Work out how many lines in the entries below include the word "stream", and give only that figure.

━━━━━ Raw data

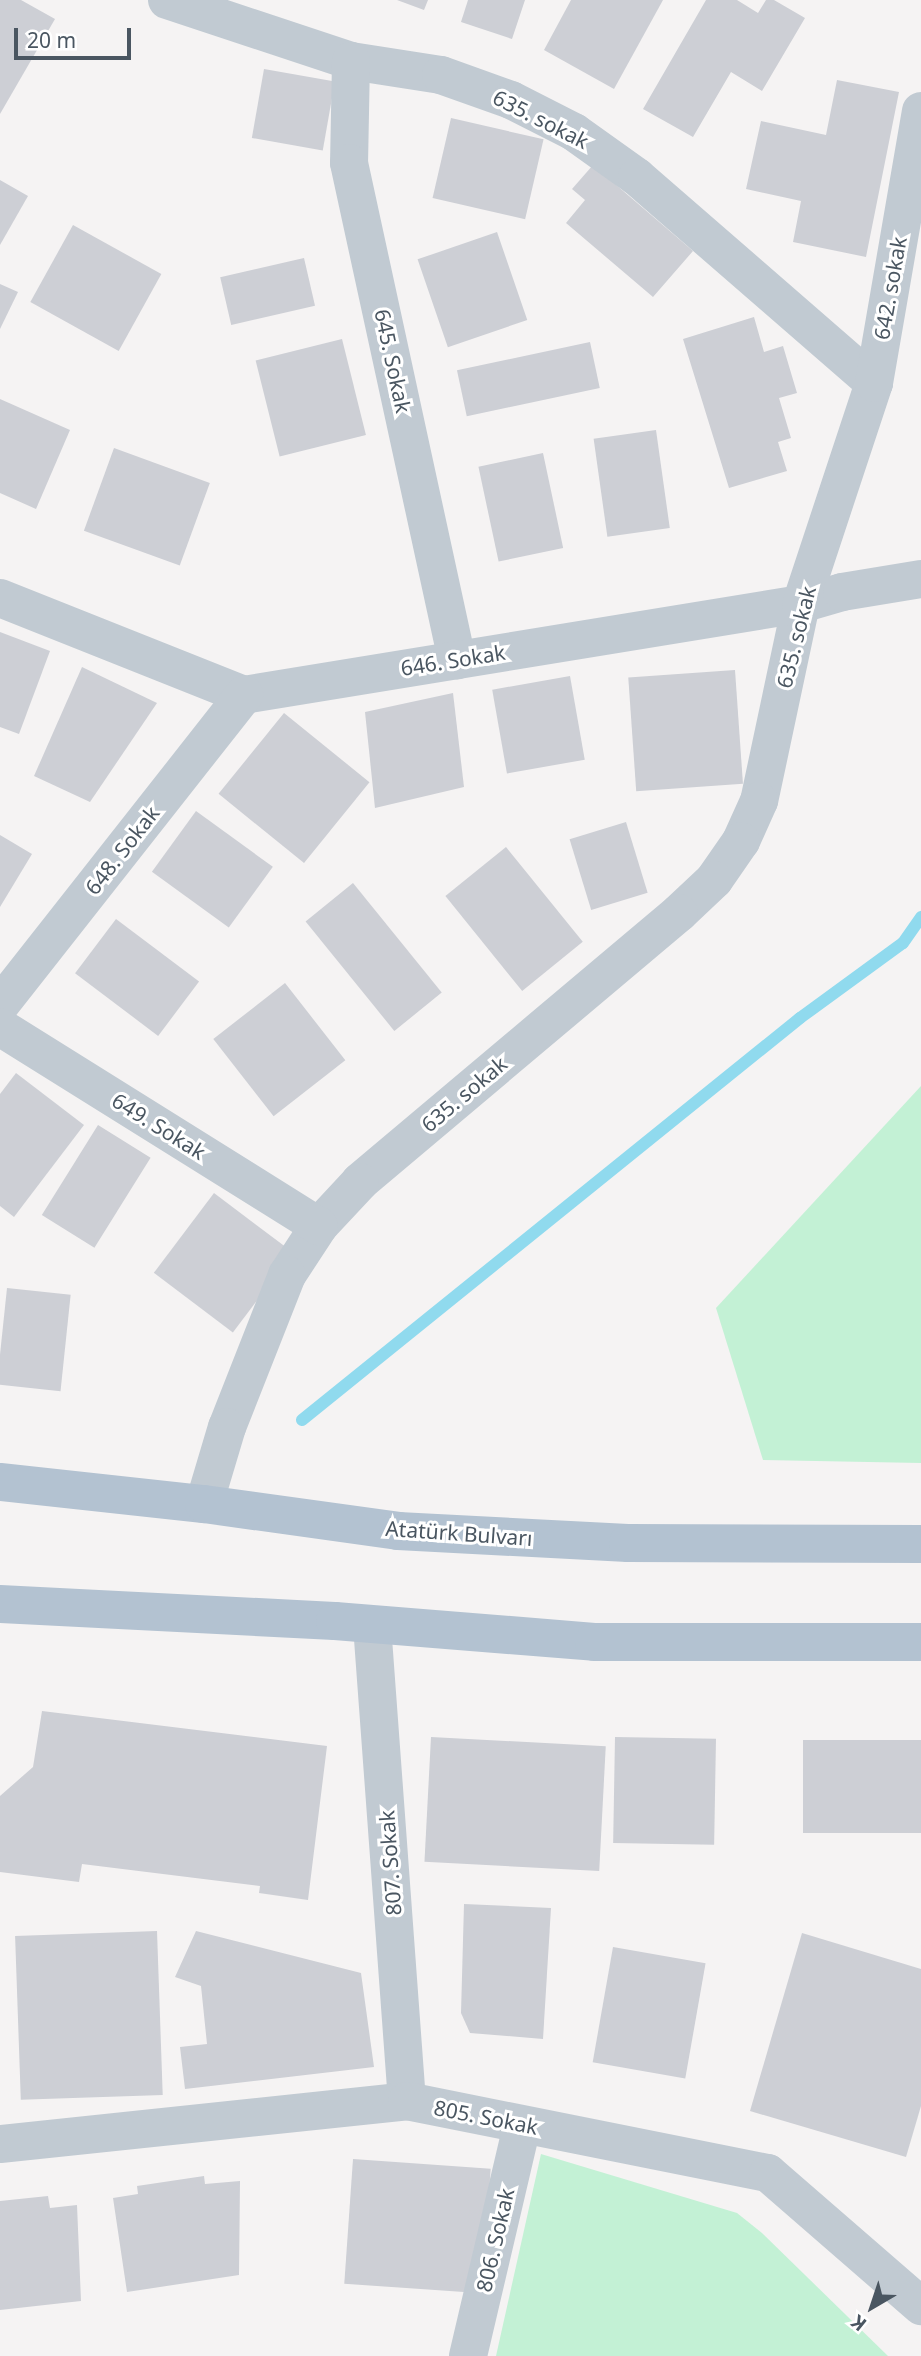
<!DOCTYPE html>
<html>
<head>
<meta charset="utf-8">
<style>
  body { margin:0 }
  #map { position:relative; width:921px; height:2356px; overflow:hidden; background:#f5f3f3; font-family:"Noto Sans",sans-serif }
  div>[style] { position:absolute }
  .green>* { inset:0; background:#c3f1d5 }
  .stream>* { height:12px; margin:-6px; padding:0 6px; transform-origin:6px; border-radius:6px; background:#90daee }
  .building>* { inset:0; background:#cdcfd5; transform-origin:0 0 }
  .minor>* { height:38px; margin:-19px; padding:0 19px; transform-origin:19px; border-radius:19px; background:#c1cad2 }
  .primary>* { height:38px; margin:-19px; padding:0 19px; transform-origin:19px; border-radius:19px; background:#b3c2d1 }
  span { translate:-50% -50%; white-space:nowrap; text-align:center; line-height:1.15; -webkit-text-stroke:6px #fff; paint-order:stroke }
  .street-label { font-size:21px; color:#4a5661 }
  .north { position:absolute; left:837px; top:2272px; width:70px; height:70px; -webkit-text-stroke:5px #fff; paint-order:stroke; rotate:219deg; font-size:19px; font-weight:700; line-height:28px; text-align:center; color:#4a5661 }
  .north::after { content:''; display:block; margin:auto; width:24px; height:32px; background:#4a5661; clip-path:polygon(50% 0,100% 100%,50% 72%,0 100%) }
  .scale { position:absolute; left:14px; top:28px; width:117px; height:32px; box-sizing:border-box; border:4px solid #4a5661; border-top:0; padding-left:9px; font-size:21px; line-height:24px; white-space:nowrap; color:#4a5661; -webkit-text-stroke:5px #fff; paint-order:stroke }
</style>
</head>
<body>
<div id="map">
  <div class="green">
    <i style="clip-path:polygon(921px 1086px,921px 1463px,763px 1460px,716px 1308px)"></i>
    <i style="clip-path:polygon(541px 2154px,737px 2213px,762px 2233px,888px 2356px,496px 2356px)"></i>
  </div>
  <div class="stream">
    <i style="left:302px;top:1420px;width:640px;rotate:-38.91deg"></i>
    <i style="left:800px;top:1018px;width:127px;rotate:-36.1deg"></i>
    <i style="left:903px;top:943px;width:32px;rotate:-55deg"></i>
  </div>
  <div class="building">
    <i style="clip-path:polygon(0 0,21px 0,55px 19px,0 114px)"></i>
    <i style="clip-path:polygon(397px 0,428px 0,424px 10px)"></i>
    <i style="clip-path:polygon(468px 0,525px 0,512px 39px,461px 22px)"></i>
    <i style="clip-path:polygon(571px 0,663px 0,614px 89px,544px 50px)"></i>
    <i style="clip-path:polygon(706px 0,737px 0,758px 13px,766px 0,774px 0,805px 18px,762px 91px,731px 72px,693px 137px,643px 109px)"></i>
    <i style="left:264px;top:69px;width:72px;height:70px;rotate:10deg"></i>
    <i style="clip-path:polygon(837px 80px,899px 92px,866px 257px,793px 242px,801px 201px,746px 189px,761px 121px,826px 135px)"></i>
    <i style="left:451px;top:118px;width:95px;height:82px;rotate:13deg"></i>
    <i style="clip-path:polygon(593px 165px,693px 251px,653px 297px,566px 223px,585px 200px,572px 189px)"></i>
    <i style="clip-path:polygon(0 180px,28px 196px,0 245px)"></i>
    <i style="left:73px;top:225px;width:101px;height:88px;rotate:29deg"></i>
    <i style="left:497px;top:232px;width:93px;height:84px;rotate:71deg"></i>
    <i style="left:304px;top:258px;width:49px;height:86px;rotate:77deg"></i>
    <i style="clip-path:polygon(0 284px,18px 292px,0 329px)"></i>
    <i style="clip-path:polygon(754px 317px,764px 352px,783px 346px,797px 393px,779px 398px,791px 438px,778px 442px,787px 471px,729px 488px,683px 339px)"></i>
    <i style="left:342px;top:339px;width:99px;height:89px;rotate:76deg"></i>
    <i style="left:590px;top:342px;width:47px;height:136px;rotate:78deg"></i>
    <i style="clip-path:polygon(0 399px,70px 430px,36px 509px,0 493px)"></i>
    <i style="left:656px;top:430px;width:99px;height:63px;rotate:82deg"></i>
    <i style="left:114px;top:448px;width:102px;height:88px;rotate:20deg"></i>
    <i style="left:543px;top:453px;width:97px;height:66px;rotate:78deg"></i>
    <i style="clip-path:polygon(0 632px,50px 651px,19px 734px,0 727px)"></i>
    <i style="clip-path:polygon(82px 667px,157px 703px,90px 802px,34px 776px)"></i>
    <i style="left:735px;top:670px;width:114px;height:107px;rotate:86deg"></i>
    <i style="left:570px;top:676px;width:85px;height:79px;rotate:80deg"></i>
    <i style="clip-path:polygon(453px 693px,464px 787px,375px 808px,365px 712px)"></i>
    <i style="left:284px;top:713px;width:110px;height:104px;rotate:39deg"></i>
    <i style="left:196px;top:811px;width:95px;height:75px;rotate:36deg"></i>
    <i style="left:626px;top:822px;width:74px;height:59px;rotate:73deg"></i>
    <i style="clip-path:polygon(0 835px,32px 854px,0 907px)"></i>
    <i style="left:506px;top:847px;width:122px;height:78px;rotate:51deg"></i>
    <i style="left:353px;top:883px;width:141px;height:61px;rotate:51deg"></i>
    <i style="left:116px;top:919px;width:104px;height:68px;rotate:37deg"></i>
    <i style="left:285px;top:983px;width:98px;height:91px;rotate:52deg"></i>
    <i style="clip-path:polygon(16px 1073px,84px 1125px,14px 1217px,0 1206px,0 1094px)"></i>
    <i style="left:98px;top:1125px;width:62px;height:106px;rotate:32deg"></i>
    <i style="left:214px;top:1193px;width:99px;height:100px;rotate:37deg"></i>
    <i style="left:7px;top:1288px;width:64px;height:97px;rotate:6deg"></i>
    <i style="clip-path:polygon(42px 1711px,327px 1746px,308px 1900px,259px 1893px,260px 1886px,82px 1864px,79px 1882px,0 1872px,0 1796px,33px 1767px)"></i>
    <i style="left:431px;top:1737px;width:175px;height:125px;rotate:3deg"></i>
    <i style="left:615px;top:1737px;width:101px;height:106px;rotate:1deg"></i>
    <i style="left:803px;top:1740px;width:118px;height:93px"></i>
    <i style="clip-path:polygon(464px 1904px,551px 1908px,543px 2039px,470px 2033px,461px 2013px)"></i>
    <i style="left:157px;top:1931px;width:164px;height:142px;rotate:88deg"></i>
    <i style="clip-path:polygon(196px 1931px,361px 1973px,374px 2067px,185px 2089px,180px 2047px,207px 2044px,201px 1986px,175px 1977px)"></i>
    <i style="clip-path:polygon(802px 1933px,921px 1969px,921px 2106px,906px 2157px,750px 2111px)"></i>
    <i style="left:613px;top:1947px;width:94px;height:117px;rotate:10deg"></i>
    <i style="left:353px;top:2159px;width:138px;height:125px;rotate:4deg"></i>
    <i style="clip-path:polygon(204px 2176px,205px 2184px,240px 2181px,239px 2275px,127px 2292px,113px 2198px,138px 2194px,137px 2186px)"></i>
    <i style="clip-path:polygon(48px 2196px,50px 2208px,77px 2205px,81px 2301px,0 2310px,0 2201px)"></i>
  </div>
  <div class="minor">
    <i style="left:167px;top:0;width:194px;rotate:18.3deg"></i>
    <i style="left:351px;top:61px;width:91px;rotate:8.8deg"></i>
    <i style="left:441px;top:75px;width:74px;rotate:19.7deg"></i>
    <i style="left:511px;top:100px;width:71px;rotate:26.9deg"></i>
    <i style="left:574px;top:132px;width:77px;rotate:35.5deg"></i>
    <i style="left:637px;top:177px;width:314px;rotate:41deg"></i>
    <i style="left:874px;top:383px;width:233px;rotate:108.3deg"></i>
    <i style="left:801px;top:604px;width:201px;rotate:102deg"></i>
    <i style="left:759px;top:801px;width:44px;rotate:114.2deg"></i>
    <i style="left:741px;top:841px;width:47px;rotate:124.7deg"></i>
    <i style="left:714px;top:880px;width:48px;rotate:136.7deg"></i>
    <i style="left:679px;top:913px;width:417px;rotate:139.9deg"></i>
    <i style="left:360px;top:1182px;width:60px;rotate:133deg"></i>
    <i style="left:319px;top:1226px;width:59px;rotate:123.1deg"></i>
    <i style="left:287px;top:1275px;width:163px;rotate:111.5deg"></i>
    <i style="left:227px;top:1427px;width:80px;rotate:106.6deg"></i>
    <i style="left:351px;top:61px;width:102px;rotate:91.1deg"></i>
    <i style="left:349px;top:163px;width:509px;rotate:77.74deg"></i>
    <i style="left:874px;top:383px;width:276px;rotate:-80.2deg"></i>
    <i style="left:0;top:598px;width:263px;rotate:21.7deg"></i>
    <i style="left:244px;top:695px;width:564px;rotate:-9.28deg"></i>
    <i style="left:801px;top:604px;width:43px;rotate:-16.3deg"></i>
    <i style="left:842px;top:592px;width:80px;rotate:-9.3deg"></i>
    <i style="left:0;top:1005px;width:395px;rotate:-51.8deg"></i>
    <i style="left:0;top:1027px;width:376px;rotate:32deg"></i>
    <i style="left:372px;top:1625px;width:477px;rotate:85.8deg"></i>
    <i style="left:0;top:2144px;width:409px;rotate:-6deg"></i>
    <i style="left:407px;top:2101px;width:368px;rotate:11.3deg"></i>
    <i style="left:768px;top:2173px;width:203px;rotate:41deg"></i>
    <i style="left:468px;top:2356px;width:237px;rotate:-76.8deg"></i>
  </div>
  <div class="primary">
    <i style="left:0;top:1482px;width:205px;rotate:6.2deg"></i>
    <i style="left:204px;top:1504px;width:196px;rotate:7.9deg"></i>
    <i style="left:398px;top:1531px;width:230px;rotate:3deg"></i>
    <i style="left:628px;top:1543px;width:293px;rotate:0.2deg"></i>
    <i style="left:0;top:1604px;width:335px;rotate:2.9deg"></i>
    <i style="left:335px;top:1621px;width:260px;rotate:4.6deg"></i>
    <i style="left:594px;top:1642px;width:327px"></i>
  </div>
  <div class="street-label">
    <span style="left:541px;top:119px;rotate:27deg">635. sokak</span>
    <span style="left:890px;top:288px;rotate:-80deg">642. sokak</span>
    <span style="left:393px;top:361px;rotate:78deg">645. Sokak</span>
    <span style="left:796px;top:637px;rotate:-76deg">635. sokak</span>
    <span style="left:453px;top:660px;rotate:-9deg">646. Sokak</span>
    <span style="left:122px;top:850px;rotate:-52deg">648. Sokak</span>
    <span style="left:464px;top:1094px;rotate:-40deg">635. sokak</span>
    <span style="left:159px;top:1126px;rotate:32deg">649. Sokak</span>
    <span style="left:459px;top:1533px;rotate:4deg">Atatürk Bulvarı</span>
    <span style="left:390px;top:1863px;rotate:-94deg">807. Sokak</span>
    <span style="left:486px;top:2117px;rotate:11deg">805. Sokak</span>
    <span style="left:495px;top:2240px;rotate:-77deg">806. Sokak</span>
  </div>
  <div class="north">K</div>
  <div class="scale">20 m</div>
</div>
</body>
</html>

━━━━━━━━━━

Response box: 2